I thought I wanted to be a peace-keeper. Say the right thing at the right time and always, always, tell the other person they were right.
I went through the last 21 years believing this. Believing in giving up pieces of myself because it was easier to nod and agree than to fight.
Maybe, in another life, I was a hippie with all that love. But then I read this tweet by Blair and I got thrown off kilter. Big time.
“What sucks is when you’ve written a post with the best of intentions & you know that no matter what, someone’s going to get butt-hurt.”
God yes, I thought.
That is right. So right.
Where has that little piece of insight been all my life? All this time while I’ve been sitting inside the lines of the coloring book, afraid to step outside the page. All this time while I’ve held my breath and waited for the storm in the next room to pass over. Where I’ve stopped myself from putting a fist in the wall because it’s easier to hurt inside than to tell someone else how I feel and risk hurting them.
Before I continue, let me say one thing: I am not advocating complete and utter selfishness.
I am advocating learning the difference between keeping your mouth shut and entertaining the possibilities.
Because change, ladies and gentlemen, cannot come about without the conflict of opinions I’m so afraid of. And the first step in the march toward forward progress is telling someone else what you’re thinking and waiting for a reaction.
Maybe it’s because I’m non-confrontational and maybe it’s because my dad lends me his Easy Pass to commute to New Jersey every week. But I’m more inclined to keep my lips sealed.
And a lot of times, that’s great. Smart. Reasonable.
Other times, it’s not.
Other times, I’m willing to break my hand. Make it swell into a black, blue, purple mess. See if the cast wrapped around my arm is any inclination that I’m not happy with the way things are going.
That’s unnecessary. We write about the tough stuff because it happens and it cannot be ignored. We discuss heartbreak and depression and bullying and family problems and try to debate the best way to handle a difficult parenting situation because there is no best way.

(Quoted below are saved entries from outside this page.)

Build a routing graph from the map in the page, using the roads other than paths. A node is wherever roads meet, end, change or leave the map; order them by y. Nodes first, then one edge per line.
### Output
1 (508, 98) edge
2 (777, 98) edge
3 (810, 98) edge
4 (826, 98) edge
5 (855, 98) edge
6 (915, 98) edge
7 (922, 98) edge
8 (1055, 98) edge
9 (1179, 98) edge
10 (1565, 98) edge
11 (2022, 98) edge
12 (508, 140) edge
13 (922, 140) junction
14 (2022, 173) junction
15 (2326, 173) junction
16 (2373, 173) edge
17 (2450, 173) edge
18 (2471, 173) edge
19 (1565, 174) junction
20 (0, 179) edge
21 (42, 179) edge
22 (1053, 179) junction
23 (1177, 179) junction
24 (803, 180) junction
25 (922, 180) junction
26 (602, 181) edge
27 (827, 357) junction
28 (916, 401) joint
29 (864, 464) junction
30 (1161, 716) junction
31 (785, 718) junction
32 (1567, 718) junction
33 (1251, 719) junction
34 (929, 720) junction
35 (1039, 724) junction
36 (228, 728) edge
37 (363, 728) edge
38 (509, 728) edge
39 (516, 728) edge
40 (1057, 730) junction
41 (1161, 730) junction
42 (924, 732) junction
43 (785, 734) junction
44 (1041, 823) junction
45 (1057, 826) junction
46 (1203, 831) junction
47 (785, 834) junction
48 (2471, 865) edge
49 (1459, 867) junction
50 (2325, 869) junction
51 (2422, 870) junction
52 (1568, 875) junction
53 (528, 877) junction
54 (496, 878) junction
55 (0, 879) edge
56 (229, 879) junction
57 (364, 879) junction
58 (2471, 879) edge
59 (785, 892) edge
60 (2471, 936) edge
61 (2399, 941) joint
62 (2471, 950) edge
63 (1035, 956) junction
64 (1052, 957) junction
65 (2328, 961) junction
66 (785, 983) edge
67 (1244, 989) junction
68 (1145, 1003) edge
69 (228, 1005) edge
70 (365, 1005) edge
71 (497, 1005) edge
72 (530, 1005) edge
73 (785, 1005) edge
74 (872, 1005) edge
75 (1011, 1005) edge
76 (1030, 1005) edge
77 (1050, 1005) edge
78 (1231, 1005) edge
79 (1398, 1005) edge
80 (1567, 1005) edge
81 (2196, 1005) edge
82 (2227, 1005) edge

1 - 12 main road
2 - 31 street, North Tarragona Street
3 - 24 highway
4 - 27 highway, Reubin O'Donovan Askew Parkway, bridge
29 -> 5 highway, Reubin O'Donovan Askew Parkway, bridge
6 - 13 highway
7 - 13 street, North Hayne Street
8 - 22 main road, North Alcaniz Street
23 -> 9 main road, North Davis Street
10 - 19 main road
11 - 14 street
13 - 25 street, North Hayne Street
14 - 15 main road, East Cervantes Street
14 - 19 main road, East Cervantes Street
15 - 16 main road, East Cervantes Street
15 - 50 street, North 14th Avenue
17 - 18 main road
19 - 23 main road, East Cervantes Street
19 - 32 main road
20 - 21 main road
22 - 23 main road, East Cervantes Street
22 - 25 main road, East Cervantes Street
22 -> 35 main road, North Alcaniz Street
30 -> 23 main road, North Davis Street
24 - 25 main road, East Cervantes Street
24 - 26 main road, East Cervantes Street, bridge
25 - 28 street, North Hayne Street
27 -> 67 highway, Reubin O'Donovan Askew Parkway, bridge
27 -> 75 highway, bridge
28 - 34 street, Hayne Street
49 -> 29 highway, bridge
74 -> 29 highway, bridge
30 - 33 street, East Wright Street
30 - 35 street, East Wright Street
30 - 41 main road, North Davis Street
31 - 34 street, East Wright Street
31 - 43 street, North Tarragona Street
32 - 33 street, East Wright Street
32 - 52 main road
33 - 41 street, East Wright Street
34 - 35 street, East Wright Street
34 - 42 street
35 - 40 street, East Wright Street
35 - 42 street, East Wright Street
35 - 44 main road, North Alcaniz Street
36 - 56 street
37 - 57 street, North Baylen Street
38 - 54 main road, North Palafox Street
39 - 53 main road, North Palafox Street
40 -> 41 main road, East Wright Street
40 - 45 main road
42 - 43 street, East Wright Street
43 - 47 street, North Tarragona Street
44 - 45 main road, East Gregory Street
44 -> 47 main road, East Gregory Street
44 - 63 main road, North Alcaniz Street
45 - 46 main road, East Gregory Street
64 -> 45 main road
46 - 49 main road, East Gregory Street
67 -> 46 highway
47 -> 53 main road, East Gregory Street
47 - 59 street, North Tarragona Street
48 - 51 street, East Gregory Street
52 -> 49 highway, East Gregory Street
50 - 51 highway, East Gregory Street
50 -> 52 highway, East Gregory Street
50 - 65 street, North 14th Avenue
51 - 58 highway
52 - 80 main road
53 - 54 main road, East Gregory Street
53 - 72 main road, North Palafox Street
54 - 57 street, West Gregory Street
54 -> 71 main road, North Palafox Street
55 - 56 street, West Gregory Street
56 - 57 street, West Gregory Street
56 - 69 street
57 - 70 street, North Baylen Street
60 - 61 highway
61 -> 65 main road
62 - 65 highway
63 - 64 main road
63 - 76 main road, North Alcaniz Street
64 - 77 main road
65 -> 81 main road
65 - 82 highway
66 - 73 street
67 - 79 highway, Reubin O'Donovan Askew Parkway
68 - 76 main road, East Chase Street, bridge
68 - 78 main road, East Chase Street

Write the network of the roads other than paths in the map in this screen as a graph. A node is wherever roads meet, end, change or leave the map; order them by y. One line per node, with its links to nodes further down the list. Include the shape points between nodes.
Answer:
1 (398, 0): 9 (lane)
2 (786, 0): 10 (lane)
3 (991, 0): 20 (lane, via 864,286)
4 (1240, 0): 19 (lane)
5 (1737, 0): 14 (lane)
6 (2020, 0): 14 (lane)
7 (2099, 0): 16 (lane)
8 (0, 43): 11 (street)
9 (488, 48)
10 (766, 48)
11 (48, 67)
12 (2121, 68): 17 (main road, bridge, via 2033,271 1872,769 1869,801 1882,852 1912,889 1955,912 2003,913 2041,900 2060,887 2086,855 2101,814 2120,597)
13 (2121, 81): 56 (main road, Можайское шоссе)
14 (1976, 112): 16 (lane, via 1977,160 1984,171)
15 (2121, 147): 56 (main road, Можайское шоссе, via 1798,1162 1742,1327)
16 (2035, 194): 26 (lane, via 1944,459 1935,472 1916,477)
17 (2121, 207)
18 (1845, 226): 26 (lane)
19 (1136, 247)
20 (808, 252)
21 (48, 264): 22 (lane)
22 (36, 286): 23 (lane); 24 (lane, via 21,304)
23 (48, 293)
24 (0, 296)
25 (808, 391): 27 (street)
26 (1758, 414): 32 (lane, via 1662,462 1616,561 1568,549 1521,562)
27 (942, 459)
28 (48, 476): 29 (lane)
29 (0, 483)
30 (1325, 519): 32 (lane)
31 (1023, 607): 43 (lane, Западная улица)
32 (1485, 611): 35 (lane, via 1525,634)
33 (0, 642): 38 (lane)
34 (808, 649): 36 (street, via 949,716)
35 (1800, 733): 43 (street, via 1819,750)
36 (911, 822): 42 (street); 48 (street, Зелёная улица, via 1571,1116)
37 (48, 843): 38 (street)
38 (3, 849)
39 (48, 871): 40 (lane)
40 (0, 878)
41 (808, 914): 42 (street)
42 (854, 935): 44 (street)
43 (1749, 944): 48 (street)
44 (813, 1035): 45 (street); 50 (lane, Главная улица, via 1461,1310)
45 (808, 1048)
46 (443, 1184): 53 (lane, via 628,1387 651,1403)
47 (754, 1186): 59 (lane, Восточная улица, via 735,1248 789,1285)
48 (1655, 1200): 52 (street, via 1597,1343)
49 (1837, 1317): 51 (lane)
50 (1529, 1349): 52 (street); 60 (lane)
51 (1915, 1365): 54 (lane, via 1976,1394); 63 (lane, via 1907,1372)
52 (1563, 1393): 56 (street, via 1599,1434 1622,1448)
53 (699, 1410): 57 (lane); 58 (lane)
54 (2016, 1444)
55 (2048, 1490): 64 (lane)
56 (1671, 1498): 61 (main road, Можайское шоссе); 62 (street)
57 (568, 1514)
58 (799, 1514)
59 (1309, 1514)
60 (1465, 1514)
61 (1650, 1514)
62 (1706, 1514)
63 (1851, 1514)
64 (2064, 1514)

Because there is no right answer.
But the fact that I can offer my suggestions and you can offer yours is a beautiful freedom. A freedom that sparks conversation and facilitates progress and makes us stop and think about how we live our lives in the world where dropping a single bomb solves a multitude of problems.
So I’ll write. I’ll write my heart out on this screen for you and let you critique it and tell me what I’ve said that’s wrong. I’ll let you dissect the meaning between my paragraphs and the reason I’ve ended the sentence here. Instead of here.
I’ll let you interpret the unspoken thoughts running through my head because you cannot know exactly what I’m thinking but not knowing, not being sure, will lead you to ten thousand different conclusions. And all of them will bring about a more educated future.
All of them are worth entertaining on some level.